#### Task objective
Go through the listing below and return each line that includes "Mubarak".

#### Task material
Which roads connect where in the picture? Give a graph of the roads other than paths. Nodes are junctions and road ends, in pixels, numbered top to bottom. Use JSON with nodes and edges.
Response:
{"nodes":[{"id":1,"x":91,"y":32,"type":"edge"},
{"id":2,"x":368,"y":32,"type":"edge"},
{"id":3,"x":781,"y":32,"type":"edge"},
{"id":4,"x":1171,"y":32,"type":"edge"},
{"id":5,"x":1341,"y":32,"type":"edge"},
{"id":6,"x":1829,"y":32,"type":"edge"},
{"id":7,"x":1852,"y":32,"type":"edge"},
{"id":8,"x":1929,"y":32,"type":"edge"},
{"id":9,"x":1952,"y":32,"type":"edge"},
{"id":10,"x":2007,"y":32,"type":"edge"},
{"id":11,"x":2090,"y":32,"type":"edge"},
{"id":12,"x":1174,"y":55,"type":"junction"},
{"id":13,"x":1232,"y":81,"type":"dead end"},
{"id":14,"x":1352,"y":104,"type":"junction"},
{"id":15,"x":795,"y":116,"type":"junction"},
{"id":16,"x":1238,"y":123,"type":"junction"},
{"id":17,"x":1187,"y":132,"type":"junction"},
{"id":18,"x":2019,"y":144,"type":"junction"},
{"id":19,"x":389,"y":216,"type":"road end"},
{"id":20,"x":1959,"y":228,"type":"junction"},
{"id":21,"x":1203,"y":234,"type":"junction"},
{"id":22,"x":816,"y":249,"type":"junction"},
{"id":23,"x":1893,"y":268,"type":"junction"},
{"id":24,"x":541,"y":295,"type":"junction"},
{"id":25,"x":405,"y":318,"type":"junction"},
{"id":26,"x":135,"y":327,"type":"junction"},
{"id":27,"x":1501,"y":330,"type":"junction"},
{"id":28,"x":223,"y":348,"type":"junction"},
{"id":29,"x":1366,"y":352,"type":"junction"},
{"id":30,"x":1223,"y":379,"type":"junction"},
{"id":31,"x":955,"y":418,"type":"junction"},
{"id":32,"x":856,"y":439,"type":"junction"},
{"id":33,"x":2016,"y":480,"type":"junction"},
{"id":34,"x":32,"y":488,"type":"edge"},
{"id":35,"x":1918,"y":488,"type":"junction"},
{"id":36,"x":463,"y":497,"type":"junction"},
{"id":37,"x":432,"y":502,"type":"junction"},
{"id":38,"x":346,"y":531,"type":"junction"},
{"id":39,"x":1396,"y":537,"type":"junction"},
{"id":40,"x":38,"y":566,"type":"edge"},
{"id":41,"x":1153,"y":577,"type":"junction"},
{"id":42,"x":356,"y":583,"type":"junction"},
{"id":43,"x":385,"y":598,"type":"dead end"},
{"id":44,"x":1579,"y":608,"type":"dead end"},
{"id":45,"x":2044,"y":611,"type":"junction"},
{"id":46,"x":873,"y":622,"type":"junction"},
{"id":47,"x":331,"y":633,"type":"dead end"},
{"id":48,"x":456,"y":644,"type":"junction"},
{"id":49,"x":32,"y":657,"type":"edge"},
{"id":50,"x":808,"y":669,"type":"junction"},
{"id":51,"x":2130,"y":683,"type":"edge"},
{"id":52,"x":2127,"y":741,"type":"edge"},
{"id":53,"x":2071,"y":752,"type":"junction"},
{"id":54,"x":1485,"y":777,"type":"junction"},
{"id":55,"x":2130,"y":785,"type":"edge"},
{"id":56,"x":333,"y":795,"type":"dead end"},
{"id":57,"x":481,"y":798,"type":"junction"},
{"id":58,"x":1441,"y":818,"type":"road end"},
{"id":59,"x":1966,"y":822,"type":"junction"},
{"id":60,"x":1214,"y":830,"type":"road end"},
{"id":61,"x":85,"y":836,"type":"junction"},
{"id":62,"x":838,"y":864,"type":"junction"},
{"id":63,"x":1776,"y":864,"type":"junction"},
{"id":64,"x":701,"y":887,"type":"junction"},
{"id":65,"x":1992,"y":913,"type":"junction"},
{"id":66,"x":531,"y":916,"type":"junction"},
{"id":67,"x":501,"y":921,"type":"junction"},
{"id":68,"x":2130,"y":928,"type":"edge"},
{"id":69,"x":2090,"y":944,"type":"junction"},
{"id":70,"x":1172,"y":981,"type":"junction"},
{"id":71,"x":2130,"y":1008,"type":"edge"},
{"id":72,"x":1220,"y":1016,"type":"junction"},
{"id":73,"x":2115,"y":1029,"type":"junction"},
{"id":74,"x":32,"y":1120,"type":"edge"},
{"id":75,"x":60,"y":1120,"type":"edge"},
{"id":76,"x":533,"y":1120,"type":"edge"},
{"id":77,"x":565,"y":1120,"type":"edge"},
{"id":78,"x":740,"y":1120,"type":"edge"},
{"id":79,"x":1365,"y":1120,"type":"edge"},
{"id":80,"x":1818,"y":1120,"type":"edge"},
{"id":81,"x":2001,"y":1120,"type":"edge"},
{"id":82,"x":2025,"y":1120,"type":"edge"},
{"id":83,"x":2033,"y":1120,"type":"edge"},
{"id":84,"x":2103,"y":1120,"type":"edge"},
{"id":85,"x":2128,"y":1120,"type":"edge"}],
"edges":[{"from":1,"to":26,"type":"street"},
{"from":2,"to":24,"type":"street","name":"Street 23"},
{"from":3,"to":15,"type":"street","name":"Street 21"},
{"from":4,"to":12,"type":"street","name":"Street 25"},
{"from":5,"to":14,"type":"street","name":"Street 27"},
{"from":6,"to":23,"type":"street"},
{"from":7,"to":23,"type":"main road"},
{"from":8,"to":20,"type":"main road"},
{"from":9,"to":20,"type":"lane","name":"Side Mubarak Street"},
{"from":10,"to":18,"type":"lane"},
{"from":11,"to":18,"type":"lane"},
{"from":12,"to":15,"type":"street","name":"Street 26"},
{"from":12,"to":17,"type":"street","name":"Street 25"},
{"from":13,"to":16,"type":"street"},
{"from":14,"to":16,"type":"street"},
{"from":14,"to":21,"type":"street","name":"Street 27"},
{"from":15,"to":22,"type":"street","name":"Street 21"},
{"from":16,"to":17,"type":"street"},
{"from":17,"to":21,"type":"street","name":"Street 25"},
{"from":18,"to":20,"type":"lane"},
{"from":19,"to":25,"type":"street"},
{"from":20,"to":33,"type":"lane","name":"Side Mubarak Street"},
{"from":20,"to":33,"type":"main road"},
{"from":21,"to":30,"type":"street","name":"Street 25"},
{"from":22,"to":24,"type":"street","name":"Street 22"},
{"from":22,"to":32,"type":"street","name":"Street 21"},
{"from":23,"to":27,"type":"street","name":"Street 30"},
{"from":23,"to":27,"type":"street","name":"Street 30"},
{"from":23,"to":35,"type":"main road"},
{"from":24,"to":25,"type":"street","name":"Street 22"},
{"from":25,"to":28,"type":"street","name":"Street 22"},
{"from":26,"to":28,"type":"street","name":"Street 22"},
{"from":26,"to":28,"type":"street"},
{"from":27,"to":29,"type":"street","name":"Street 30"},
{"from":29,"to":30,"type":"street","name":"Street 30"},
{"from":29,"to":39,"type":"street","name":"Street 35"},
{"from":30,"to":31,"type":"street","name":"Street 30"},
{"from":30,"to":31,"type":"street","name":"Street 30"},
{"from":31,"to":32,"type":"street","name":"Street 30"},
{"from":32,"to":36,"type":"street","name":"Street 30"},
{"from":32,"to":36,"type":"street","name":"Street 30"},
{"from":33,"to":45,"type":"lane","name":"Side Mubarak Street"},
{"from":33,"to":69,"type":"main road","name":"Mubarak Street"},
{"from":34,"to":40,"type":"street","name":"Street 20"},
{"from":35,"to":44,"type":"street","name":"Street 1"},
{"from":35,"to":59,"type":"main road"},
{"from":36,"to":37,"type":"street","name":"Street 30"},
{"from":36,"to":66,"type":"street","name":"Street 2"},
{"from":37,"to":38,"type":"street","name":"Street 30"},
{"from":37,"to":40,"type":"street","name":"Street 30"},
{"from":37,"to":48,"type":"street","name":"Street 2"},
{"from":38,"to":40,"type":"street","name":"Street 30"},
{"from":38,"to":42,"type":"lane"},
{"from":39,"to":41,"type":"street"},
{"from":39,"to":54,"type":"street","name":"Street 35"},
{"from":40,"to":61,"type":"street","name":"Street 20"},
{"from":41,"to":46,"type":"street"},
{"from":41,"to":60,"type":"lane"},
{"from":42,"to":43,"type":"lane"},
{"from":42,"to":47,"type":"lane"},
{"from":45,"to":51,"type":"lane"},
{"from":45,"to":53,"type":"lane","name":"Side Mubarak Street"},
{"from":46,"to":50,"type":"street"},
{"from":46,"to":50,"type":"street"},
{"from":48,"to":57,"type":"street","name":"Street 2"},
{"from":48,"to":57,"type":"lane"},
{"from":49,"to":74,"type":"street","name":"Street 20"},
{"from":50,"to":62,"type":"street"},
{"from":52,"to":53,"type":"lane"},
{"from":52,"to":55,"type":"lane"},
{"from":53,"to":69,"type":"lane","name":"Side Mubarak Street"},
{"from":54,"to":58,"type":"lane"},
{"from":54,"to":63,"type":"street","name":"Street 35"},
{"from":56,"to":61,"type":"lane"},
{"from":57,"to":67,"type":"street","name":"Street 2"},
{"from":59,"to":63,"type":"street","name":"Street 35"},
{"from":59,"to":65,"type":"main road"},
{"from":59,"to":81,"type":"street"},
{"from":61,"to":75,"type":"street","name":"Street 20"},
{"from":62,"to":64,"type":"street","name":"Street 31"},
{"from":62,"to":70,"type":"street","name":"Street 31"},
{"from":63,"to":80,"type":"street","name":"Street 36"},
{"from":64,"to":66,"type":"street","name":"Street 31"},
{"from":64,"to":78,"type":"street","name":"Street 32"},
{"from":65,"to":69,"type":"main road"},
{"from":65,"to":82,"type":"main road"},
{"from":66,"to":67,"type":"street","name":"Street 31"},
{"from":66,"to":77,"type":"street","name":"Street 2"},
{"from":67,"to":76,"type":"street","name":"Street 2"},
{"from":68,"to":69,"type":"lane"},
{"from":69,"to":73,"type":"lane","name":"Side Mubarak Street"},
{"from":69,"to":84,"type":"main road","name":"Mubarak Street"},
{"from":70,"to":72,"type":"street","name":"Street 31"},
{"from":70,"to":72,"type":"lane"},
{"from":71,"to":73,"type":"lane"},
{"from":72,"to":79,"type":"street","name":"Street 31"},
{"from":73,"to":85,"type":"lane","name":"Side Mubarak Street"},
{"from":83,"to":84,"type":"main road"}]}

#### Exercise result
{"from":9,"to":20,"type":"lane","name":"Side Mubarak Street"},
{"from":20,"to":33,"type":"lane","name":"Side Mubarak Street"},
{"from":33,"to":45,"type":"lane","name":"Side Mubarak Street"},
{"from":33,"to":69,"type":"main road","name":"Mubarak Street"},
{"from":45,"to":53,"type":"lane","name":"Side Mubarak Street"},
{"from":53,"to":69,"type":"lane","name":"Side Mubarak Street"},
{"from":69,"to":73,"type":"lane","name":"Side Mubarak Street"},
{"from":69,"to":84,"type":"main road","name":"Mubarak Street"},
{"from":73,"to":85,"type":"lane","name":"Side Mubarak Street"},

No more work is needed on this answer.